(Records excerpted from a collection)

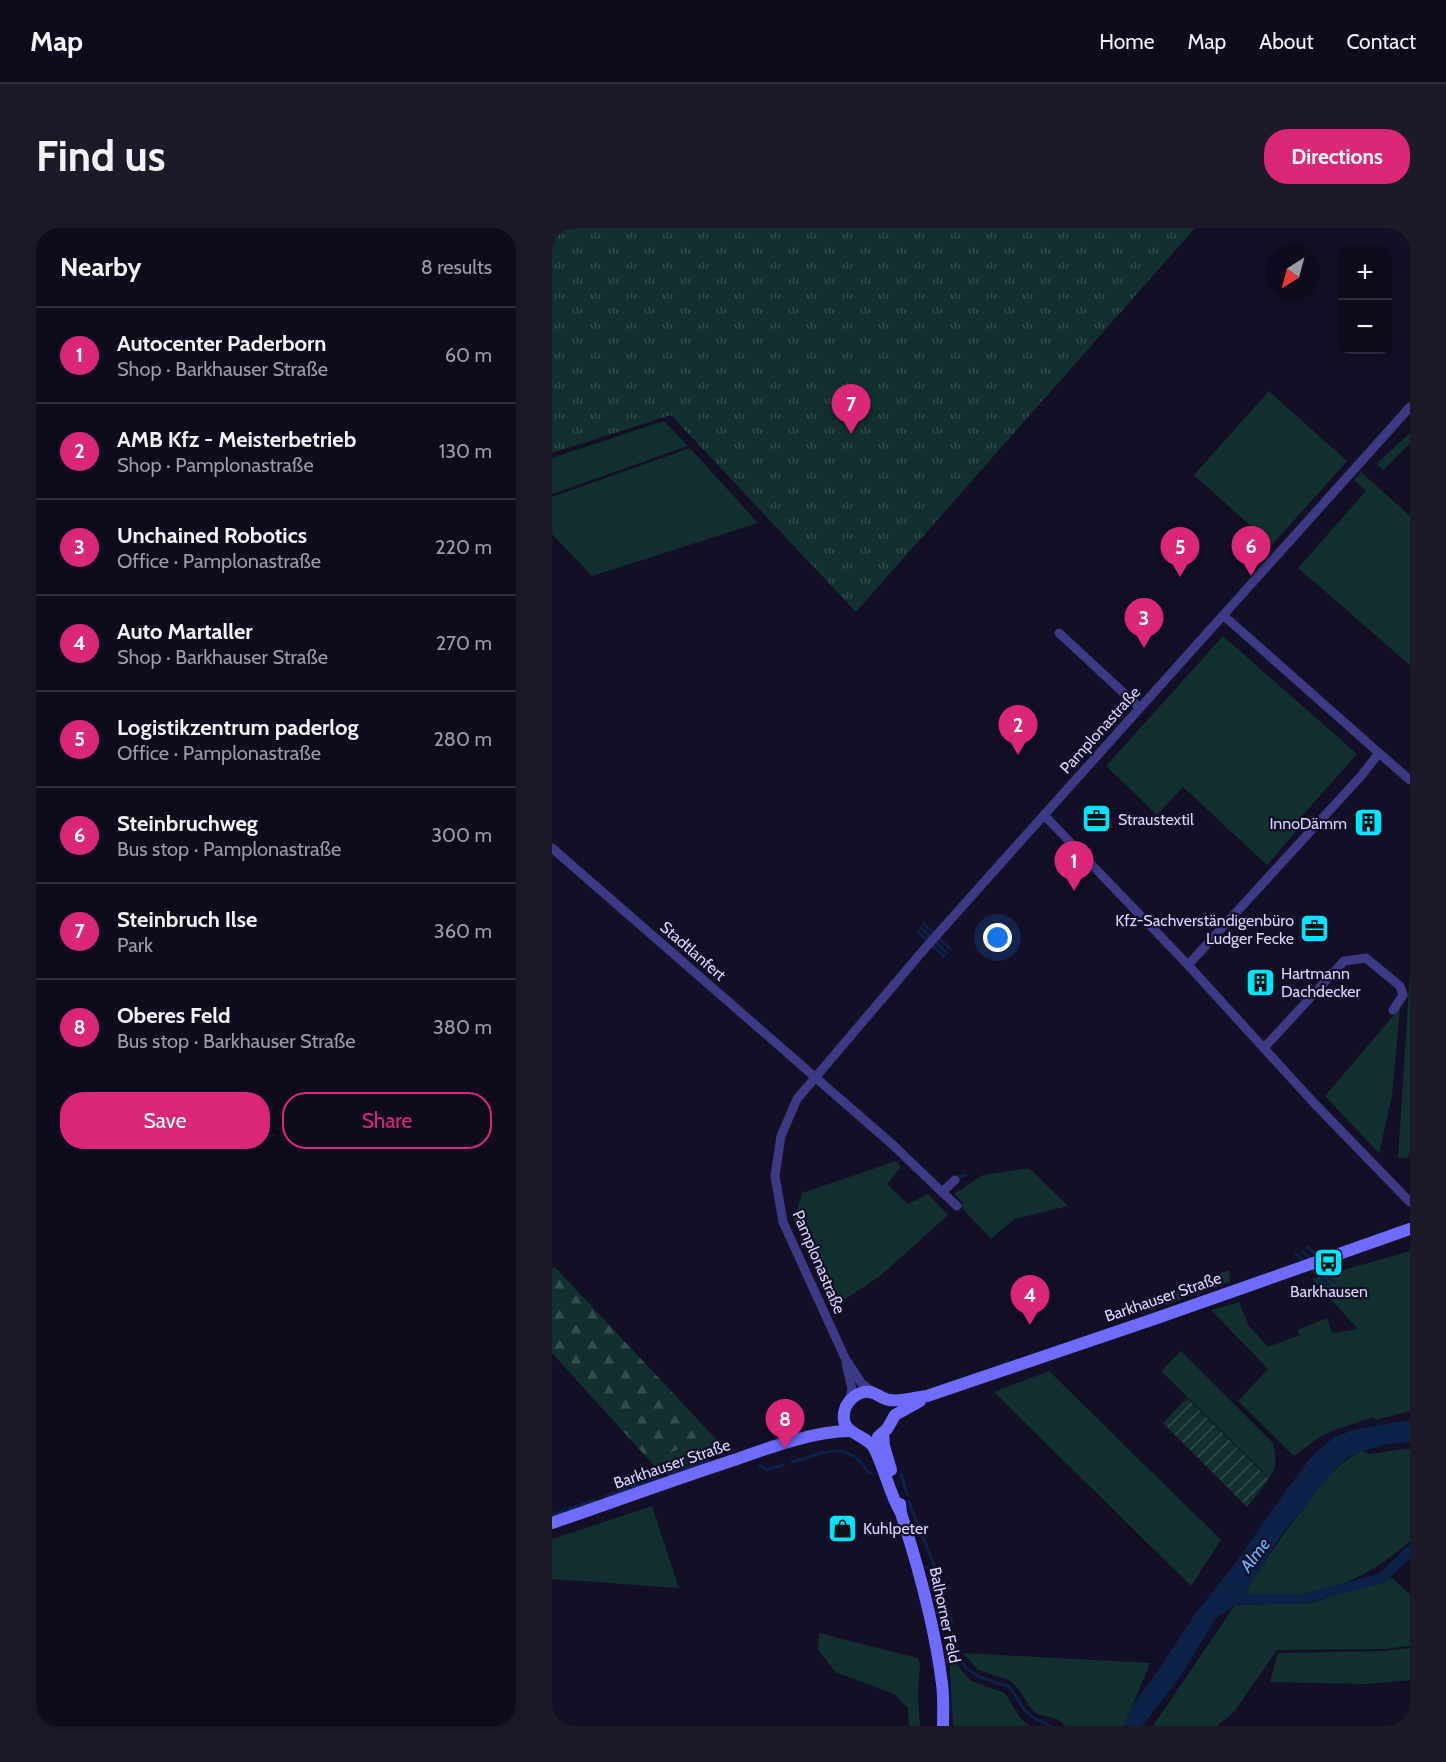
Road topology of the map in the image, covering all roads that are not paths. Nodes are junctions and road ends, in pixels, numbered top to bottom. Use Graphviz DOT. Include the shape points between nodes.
graph roads {
  1 [pos="1410,407"];
  2 [pos="1223,615"];
  3 [pos="1059,633"];
  4 [pos="1140,708"];
  5 [pos="1379,753"];
  6 [pos="1410,780"];
  7 [pos="1044,815"];
  8 [pos="552,848"];
  9 [pos="1188,964"];
  10 [pos="1393,1010"];
  11 [pos="1264,1048"];
  12 [pos="815,1077"];
  13 [pos="955,1180"];
  14 [pos="942,1192"];
  15 [pos="1410,1202"];
  16 [pos="957,1206"];
  17 [pos="1410,1229"];
  18 [pos="845,1358"];
  19 [pos="878,1395"];
  20 [pos="927,1396"];
  21 [pos="847,1408"];
  22 [pos="891,1422"];
  23 [pos="850,1431"];
  24 [pos="883,1434"];
  25 [pos="804,1438"];
  26 [pos="862,1438"];
  27 [pos="901,1513"];
  28 [pos="552,1523"];
  29 [pos="943,1726"];
  1 -- 2 [label="street, Pamplonastraße"];
  2 -- 4 [label="street, Pamplonastraße"];
  2 -- 5 [label="street"];
  3 -- 4 [label="street"];
  4 -- 7 [label="street, Pamplonastraße"];
  5 -- 6 [label="street"];
  5 -- 9 [label="street"];
  7 -- 9 [label="street"];
  7 -- 12 [label="street, Pamplonastraße"];
  8 -- 12 [label="street, Stadtlanfert"];
  9 -- 11 [label="street"];
  10 -- 11 [label="street" via="1403,995 1400,986 1366,958 1344,961"];
  11 -- 15 [label="street"];
  12 -- 14 [label="street"];
  12 -- 18 [label="street, Pamplonastraße" via="797,1099 781,1136 775,1176 783,1222"];
  13 -- 14 [label="street"];
  14 -- 16 [label="street"];
  17 -- 20 [label="street, Barkhauser Straße"];
  18 -- 19 [label="street" via="862,1384"];
  18 -- 21 [label="street" via="852,1389"];
  19 -- 20 [label="street, Barkhauser Straße" via="891,1401"];
  19 -- 21 [label="street" via="856,1395"];
  19 -- 22 [label="street" via="890,1407"];
  20 -- 22 [label="street, Barkhauser Straße" via="895,1415"];
  21 -- 23 [label="street" via="845,1421"];
  21 -- 25 [label="street, Barkhauser Straße" via="833,1423"];
  22 -- 24 [label="street"];
  23 -- 25 [label="street, Barkhauser Straße"];
  23 -- 26 [label="street"];
  24 -- 26 [label="street"];
  24 -- 27 [label="street, Balhorner Feld"];
  25 -- 28 [label="street, Barkhauser Straße"];
  26 -- 27 [label="street, Balhorner Feld" via="874,1449"];
  27 -- 29 [label="street, Balhorner Feld" via="922,1578 933,1630 942,1685"];
}
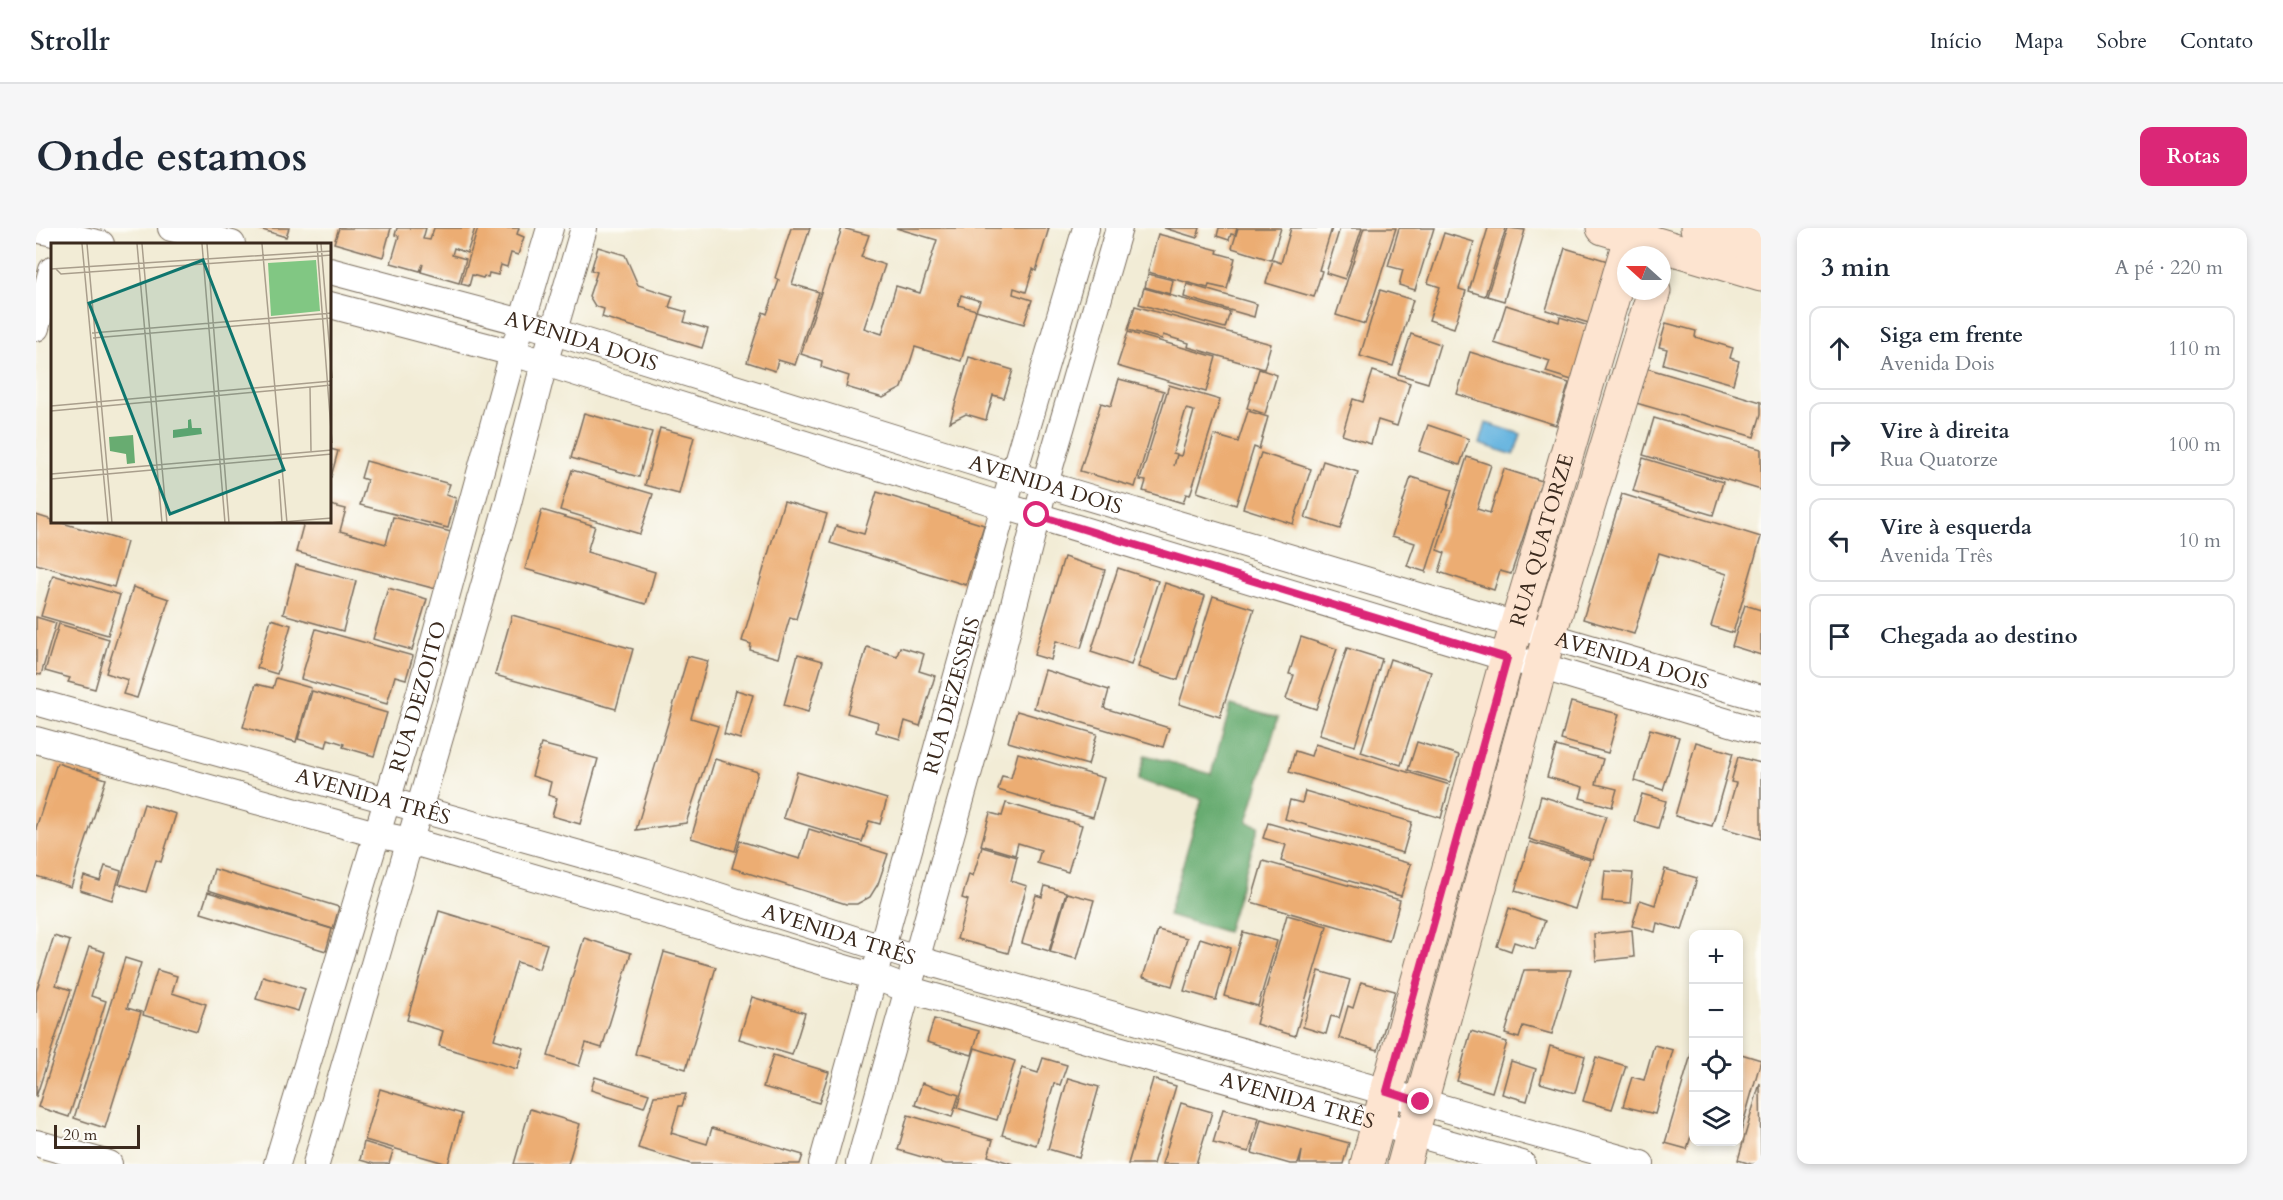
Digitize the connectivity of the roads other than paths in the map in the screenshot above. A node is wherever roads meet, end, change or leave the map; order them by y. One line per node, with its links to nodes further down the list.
1 (171, 228): 11 (street)
2 (550, 228): 20 (street, RUA DEZOITO)
3 (584, 228): 22 (street, RUA DEZOITO)
4 (1086, 228): 25 (street, RUA DEZESSEIS)
5 (1119, 228): 26 (street, RUA DEZESSEIS)
6 (1697, 228): 13 (street)
7 (36, 229): 9 (street)
8 (1622, 231): 12 (street); 29 (street, RUA QUATORZE)
9 (62, 236): 10 (street)
10 (96, 243)
11 (228, 243)
12 (1665, 246)
13 (1761, 246)
14 (1671, 248): 17 (street)
15 (332, 272): 20 (street, AVENIDA DOIS)
16 (51, 274): 21 (street)
17 (1761, 275)
18 (1651, 300): 30 (street, RUA QUATORZE)
19 (332, 306): 23 (street, AVENIDA DOIS)
20 (522, 322): 22 (street, AVENIDA DOIS); 23 (street, RUA DEZOITO)
21 (36, 328)
22 (554, 332): 24 (street, RUA DEZOITO); 25 (street, AVENIDA DOIS)
23 (513, 354): 24 (street, AVENIDA DOIS); 36 (street, RUA DEZOITO)
24 (544, 364): 27 (street, AVENIDA DOIS); 37 (street, RUA DEZOITO)
25 (1014, 475): 26 (street, AVENIDA DOIS); 27 (street, RUA DEZESSEIS)
26 (1045, 484): 28 (street, RUA DEZESSEIS); 29 (street, AVENIDA DOIS)
27 (1004, 506): 28 (street, AVENIDA DOIS); 40 (street, RUA DEZESSEIS)
28 (1037, 515): 31 (street, AVENIDA DOIS); 41 (street, RUA DEZESSEIS)
29 (1516, 625): 30 (street, AVENIDA DOIS); 31 (street, RUA QUATORZE)
30 (1544, 651): 31 (street, AVENIDA DOIS); 32 (street, AVENIDA DOIS); 34 (street, AVENIDA DOIS); 45 (street, RUA QUATORZE)
31 (1507, 658): 44 (street, RUA QUATORZE)
32 (1761, 698)
33 (36, 702): 36 (street, AVENIDA TRÊS)
34 (1761, 732)
35 (36, 740): 38 (street, AVENIDA TRÊS)
36 (386, 801): 37 (street, AVENIDA TRÊS); 38 (street, RUA DEZOITO)
37 (419, 810): 39 (street, RUA DEZOITO); 40 (street, AVENIDA TRÊS)
38 (376, 834): 39 (street, AVENIDA TRÊS); 49 (street, RUA DEZOITO)
39 (410, 841): 42 (street, AVENIDA TRÊS); 50 (street, RUA DEZOITO)
40 (884, 947): 41 (street, AVENIDA TRÊS); 42 (street, RUA DEZESSEIS)
41 (916, 959): 43 (street, RUA DEZESSEIS); 44 (street, AVENIDA TRÊS)
42 (875, 977): 43 (street, AVENIDA TRÊS); 51 (street, RUA DEZESSEIS)
43 (907, 989): 46 (street, AVENIDA TRÊS); 52 (street, RUA DEZESSEIS)
44 (1387, 1091): 45 (street, AVENIDA TRÊS); 46 (street, RUA QUATORZE)
45 (1417, 1117): 46 (street, AVENIDA TRÊS); 54 (street, RUA QUATORZE); 55 (street, AVENIDA TRÊS); 56 (street, AVENIDA TRÊS)
46 (1378, 1123): 53 (street, RUA QUATORZE)
47 (36, 1143): 48 (street)
48 (109, 1164)
49 (276, 1164)
50 (316, 1164)
51 (822, 1164)
52 (859, 1164)
53 (1366, 1164)
54 (1404, 1164)
55 (1522, 1164)
56 (1641, 1164)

> Work to be completed:
Pull every line containing "Barkhauser" from the data.

> Answer space:
  17 -- 20 [label="street, Barkhauser Straße"];
  19 -- 20 [label="street, Barkhauser Straße" via="891,1401"];
  20 -- 22 [label="street, Barkhauser Straße" via="895,1415"];
  21 -- 25 [label="street, Barkhauser Straße" via="833,1423"];
  23 -- 25 [label="street, Barkhauser Straße"];
  25 -- 28 [label="street, Barkhauser Straße"];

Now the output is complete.